◆ Extracted data entries ◆
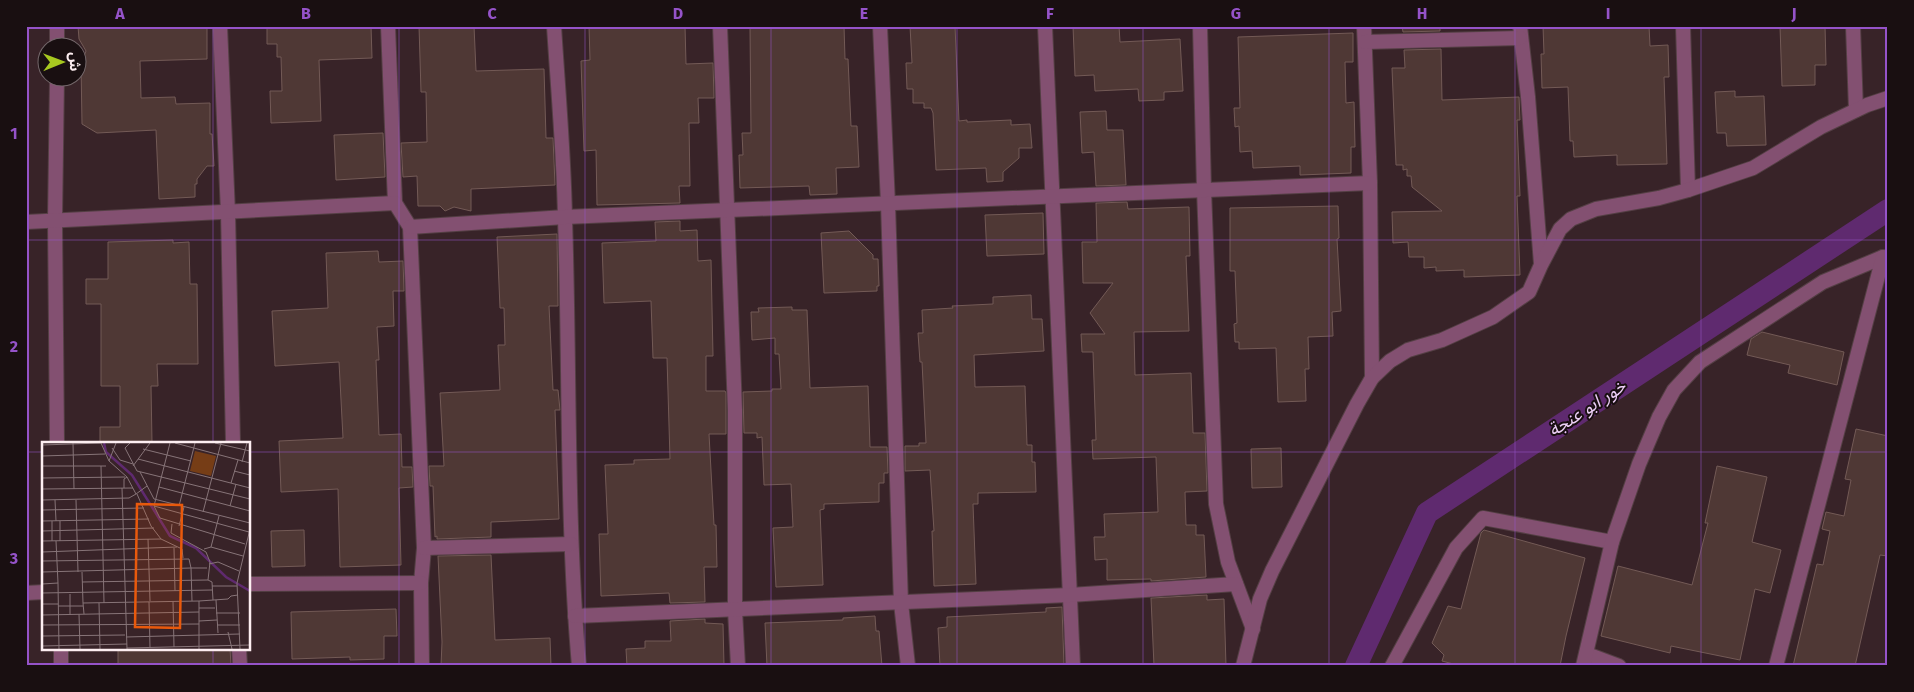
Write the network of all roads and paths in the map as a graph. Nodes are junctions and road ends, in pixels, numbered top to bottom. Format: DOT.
graph roads {
  1 [pos="220,26"];
  2 [pos="388,26"];
  3 [pos="554,26"];
  4 [pos="720,26"];
  5 [pos="880,26"];
  6 [pos="1045,26"];
  7 [pos="1200,26"];
  8 [pos="1364,26"];
  9 [pos="1683,26"];
  10 [pos="1853,26"];
  11 [pos="1520,32"];
  12 [pos="1365,42"];
  13 [pos="57,88"];
  14 [pos="1888,98"];
  15 [pos="1856,110"];
  16 [pos="1370,183"];
  17 [pos="1204,190"];
  18 [pos="1688,190"];
  19 [pos="1053,197"];
  20 [pos="395,203"];
  21 [pos="888,204"];
  22 [pos="728,211"];
  23 [pos="228,212"];
  24 [pos="566,217"];
  25 [pos="55,220"];
  26 [pos="26,222"];
  27 [pos="410,227"];
  28 [pos="1885,257"];
  29 [pos="1541,265"];
  30 [pos="1372,378"];
  31 [pos="57,442"];
  32 [pos="233,442"];
  33 [pos="1612,542"];
  34 [pos="572,544"];
  35 [pos="424,548"];
  36 [pos="421,583"];
  37 [pos="250,584"];
  38 [pos="1236,584"];
  39 [pos="26,592"];
  40 [pos="42,592"];
  41 [pos="1070,595"];
  42 [pos="901,603"];
  43 [pos="735,610"];
  44 [pos="574,616"];
  45 [pos="1253,629"];
  46 [pos="60,650"];
  47 [pos="239,650"];
  48 [pos="1585,660"];
  49 [pos="61,666"];
  50 [pos="240,666"];
  51 [pos="422,666"];
  52 [pos="579,666"];
  53 [pos="738,666"];
  54 [pos="908,666"];
  55 [pos="1073,666"];
  56 [pos="1243,666"];
  57 [pos="1392,666"];
  58 [pos="1619,666"];
  59 [pos="1776,666"];
  1 -- 23 [label="street"];
  2 -- 20 [label="street"];
  3 -- 24 [label="street"];
  4 -- 22 [label="street"];
  5 -- 21 [label="street"];
  6 -- 19 [label="street"];
  7 -- 17 [label="street"];
  8 -- 12 [label="street"];
  9 -- 18 [label="street"];
  10 -- 15 [label="street"];
  11 -- 12 [label="street"];
  11 -- 29 [label="street"];
  12 -- 16 [label="street"];
  13 -- 25 [label="street"];
  14 -- 15 [label="street"];
  15 -- 18 [label="street"];
  16 -- 17 [label="street"];
  16 -- 30 [label="street"];
  17 -- 19 [label="street"];
  17 -- 38 [label="street"];
  18 -- 29 [label="street"];
  19 -- 21 [label="street"];
  19 -- 41 [label="street"];
  20 -- 23 [label="street"];
  20 -- 27 [label="street"];
  21 -- 22 [label="street"];
  21 -- 42 [label="street"];
  22 -- 24 [label="street"];
  22 -- 43 [label="street"];
  23 -- 25 [label="street"];
  23 -- 32 [label="street"];
  24 -- 27 [label="street"];
  24 -- 34 [label="street"];
  25 -- 26 [label="street"];
  25 -- 31 [label="street"];
  27 -- 35 [label="street"];
  28 -- 33 [label="street"];
  28 -- 59 [label="street"];
  29 -- 30 [label="street"];
  30 -- 45 [label="street"];
  33 -- 48 [label="street"];
  33 -- 57 [label="street"];
  34 -- 35 [label="street"];
  34 -- 44 [label="street"];
  35 -- 36 [label="street"];
  36 -- 37 [label="street"];
  36 -- 51 [label="street"];
  38 -- 41 [label="street"];
  38 -- 45 [label="street"];
  39 -- 40 [label="street"];
  41 -- 42 [label="street"];
  41 -- 55 [label="street"];
  42 -- 43 [label="street"];
  42 -- 54 [label="street"];
  43 -- 44 [label="street"];
  43 -- 53 [label="street"];
  44 -- 52 [label="street"];
  45 -- 56 [label="street"];
  46 -- 49 [label="street"];
  47 -- 50 [label="street"];
  48 -- 58 [label="street"];
}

◆ WHAT YOU NEED TO DO ◆
Reproduce each line of the data containing the word "roads".

◆ TASK RESULT ◆
Write the network of all roads and paths in the map as a graph. Nodes are junctions and road ends, in pixels, numbered top to bottom. Format: DOT.
graph roads {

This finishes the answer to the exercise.